Originally, the people of Samaria belonged to the tribes of Ephraim and Manasseh. Throughout their history, they seemed to be in tension with the tribe of Judah. Could it be they thought that their tribes should dominate, since they were descended from Joseph?
The Bible and other writings give us a glimpse of the tension that existed between the tribe of Judah and the tribes of Joseph.
a) Tension had developed at the time of the Judges when Eli, a descendant of Aaron’s son Ithamar, usurped the priesthood. Refusing to acknowledge Eli as the High Priest, the tribes of Joseph supported the rightful priesthood through Uzzi, a descendant of Aaron’s son Eleazar, and they set up worship at Mt. Gerizim, the mountain of blessings near Shechem. When David (c.1040–970 BC) became king, he restored the rightful lineage of the high priest to Zadok, a descendant of Eleazar, and set up worship at Jerusalem.
b) After Solomon’s death, friction arose between the Northern and Southern tribes with the Northern tribes setting up their own Kingdom under Jeroboam (931 BC).
c) Later, Judah formed an alliance with Assyria against Northern Israel, which was then conquered (721 BC), and the elite sent as exiles to Assyria. The Assyrian king sent people from the Babylonian cities of Babylon, Cuthah, Ava, Hamath, and Sepharvaim to repopulate Samaria and mix with the remaining inhabitants. Of course, these people brought their religious beliefs with them.
d) After the Jews returned from the Babylonian exile (537 BC), the Samaritan leader, Sanballat, troubled the people of Judah as related in the Book of Nehemiah. The Samaritans had their own temple at Mt. Gerizim, while the Jews had theirs at Jerusalem.
e) We learn from Josephus that when the Greeks conquered the land of Israel (333-331 BC), that the Samaritans legally disassociated themselves from the Jews and allowed their temple to be renamed Zeus Hellenios or Zeus Xenios. While the Greeks forcefully profaned the Temple in Jerusalem, the Samaritans requested that their temple be dedicated Zeus.
f) After the Israelites won their independence, they invaded Samaria, a dependent state of the Seleucid Greeks, and the Judean king, John Hyrcanus, destroyed the Samaritan temple on Mt. Gerizim and devastated Samaria (c. 129 BC).
Understanding the tensions of racial purity, religious purity, and general animosity between the Jews and Samaritans will give a background for understanding New Testament references. The Rabbinical Jews held the Law, Prophets, and Writings sacred along with the Oral Law (Traditions of Men); the Sadducees held to the Torah as Law denying the inspiration of Oral Law and accepting the Prophets and Writings as divinely inspired; the Samaritans held only to the Torah as Law.

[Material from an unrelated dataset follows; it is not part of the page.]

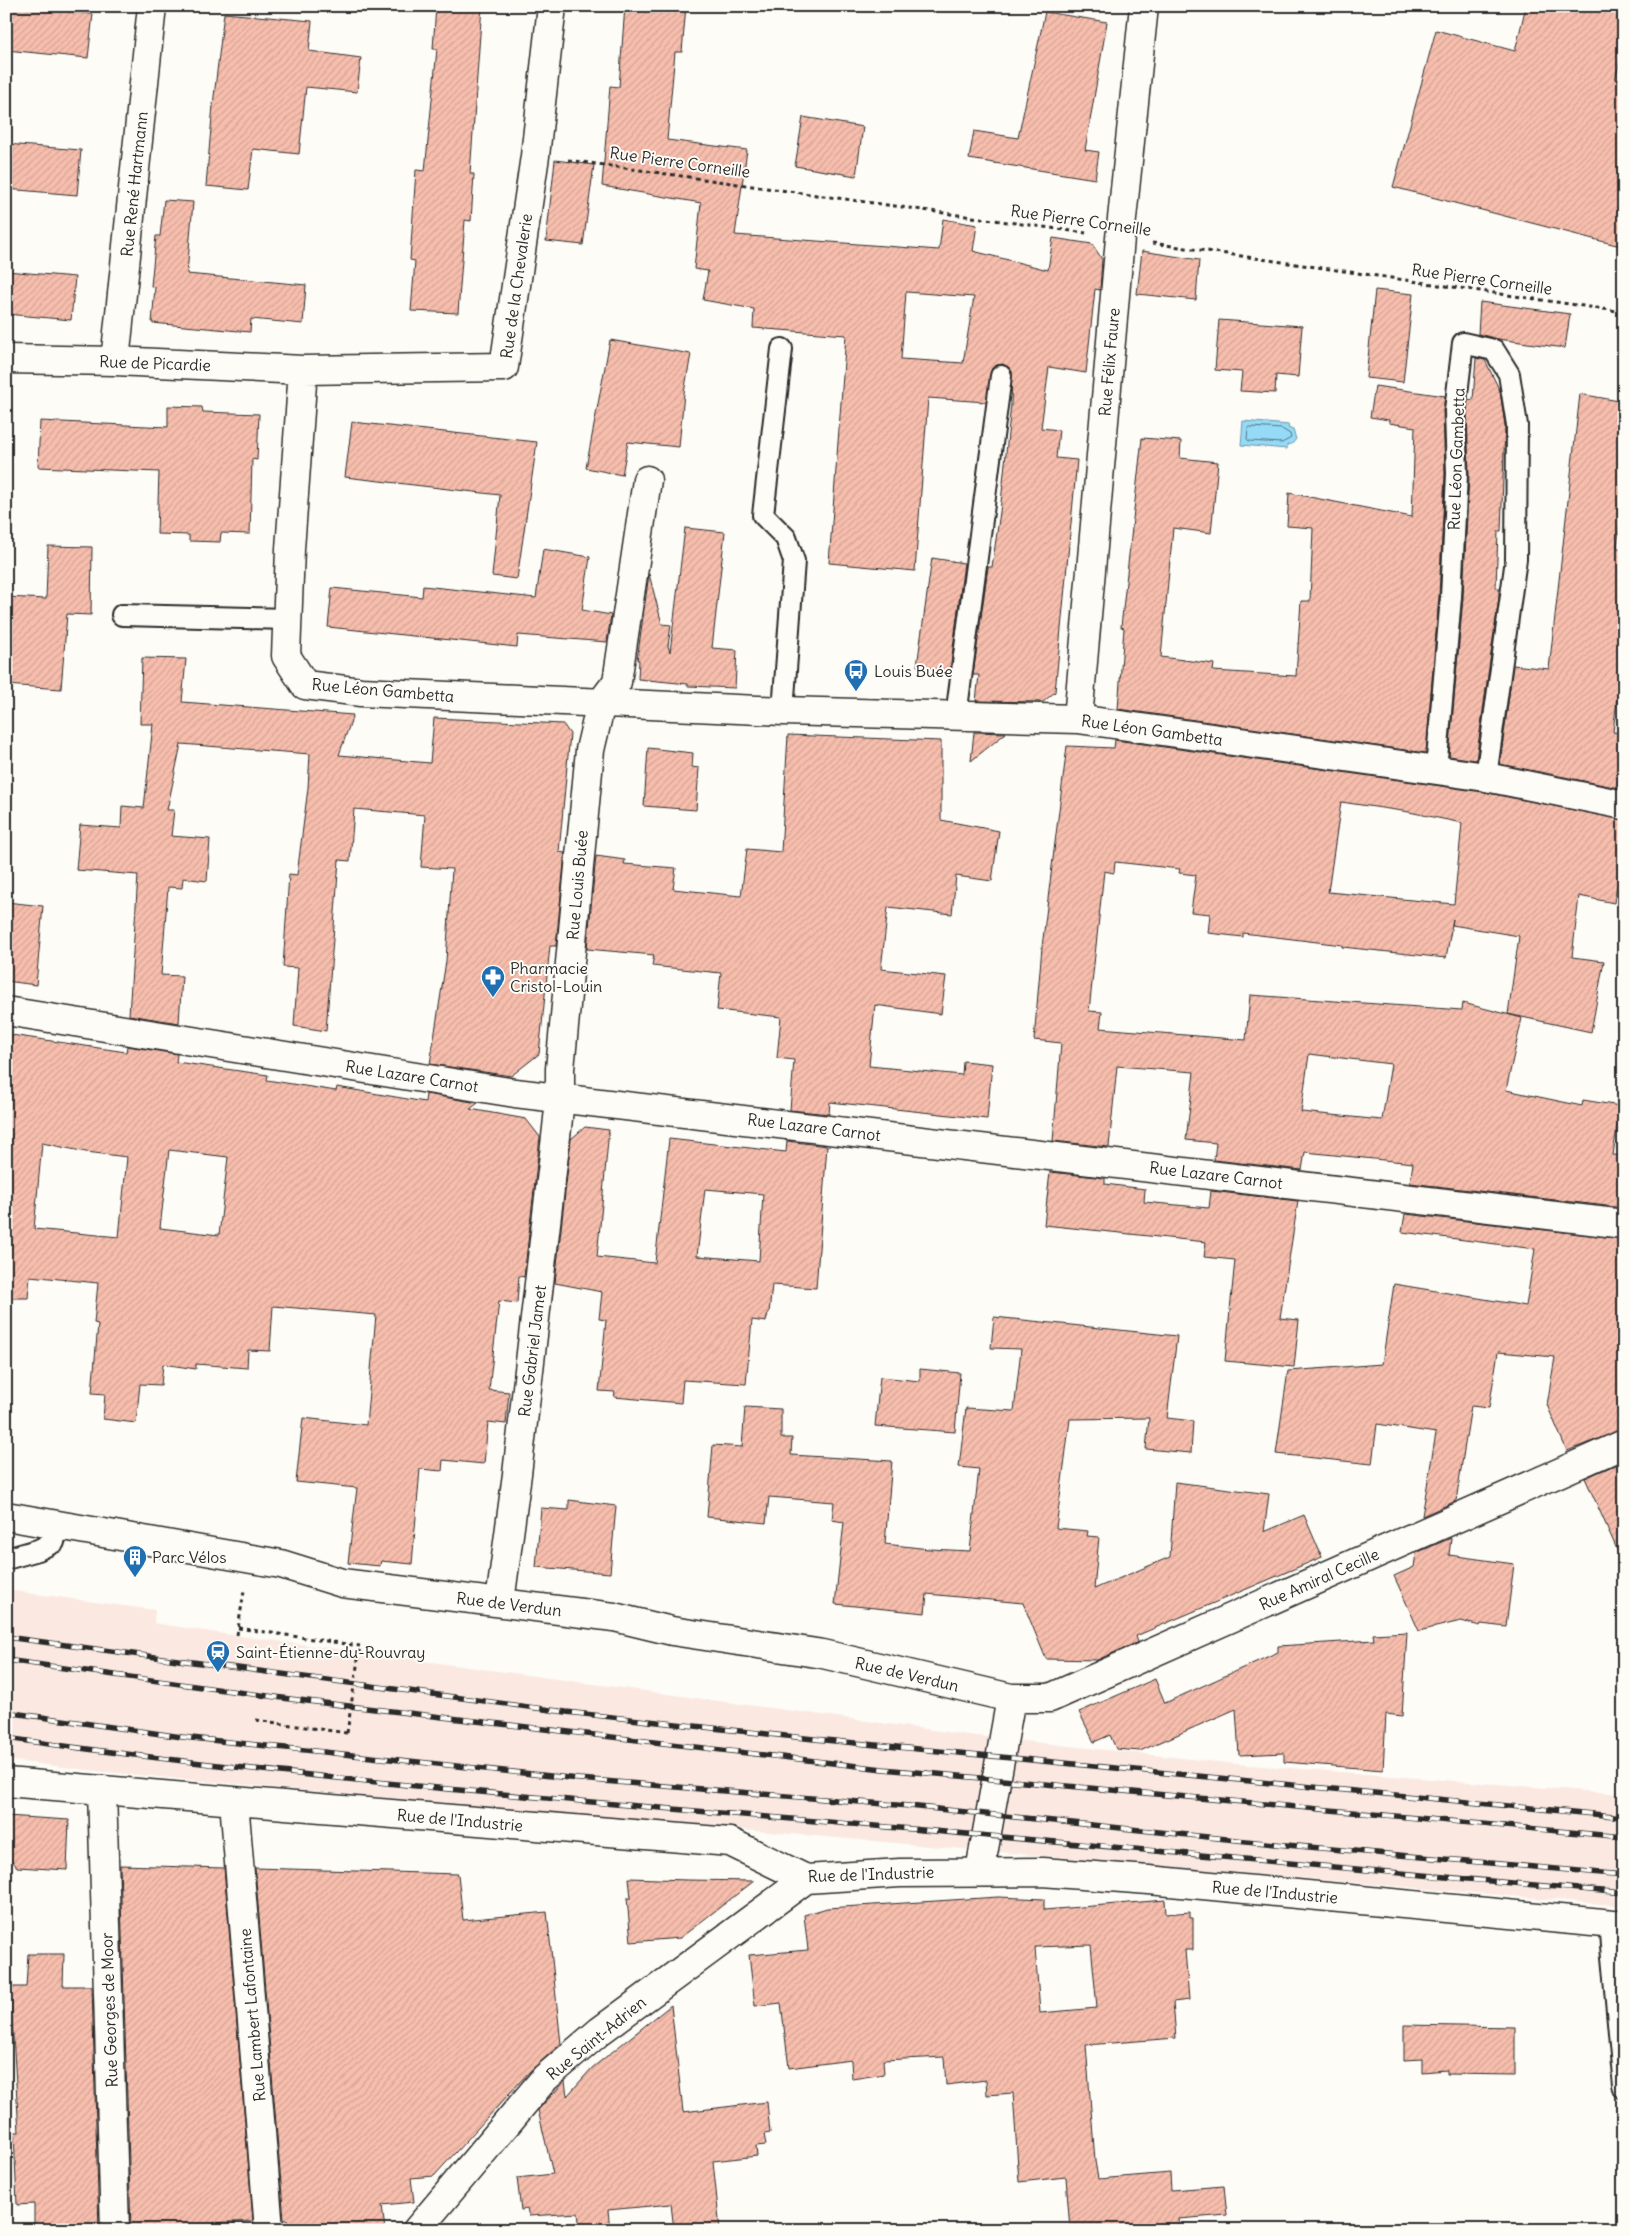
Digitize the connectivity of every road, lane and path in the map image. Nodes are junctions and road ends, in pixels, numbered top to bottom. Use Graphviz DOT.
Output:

While the Jews worshiped on the mountain at Jerusalem, the Samaritans worshipped at Mt. Gerizim.
Many Samaritans became Christians, many followed the Gnostic leadership of Simon Magus (Acts 8), and many continued in their traditional religious beliefs. Through the following centuries, they have suffered from war and persecution or converted to Islam, leaving about 721 dedicated Samaritan followers in 2007. They are a people who have been quite religious yet mislead, have had many differences with the Jews, and have suffered from war and persecution from many groups up to the twenty-first century.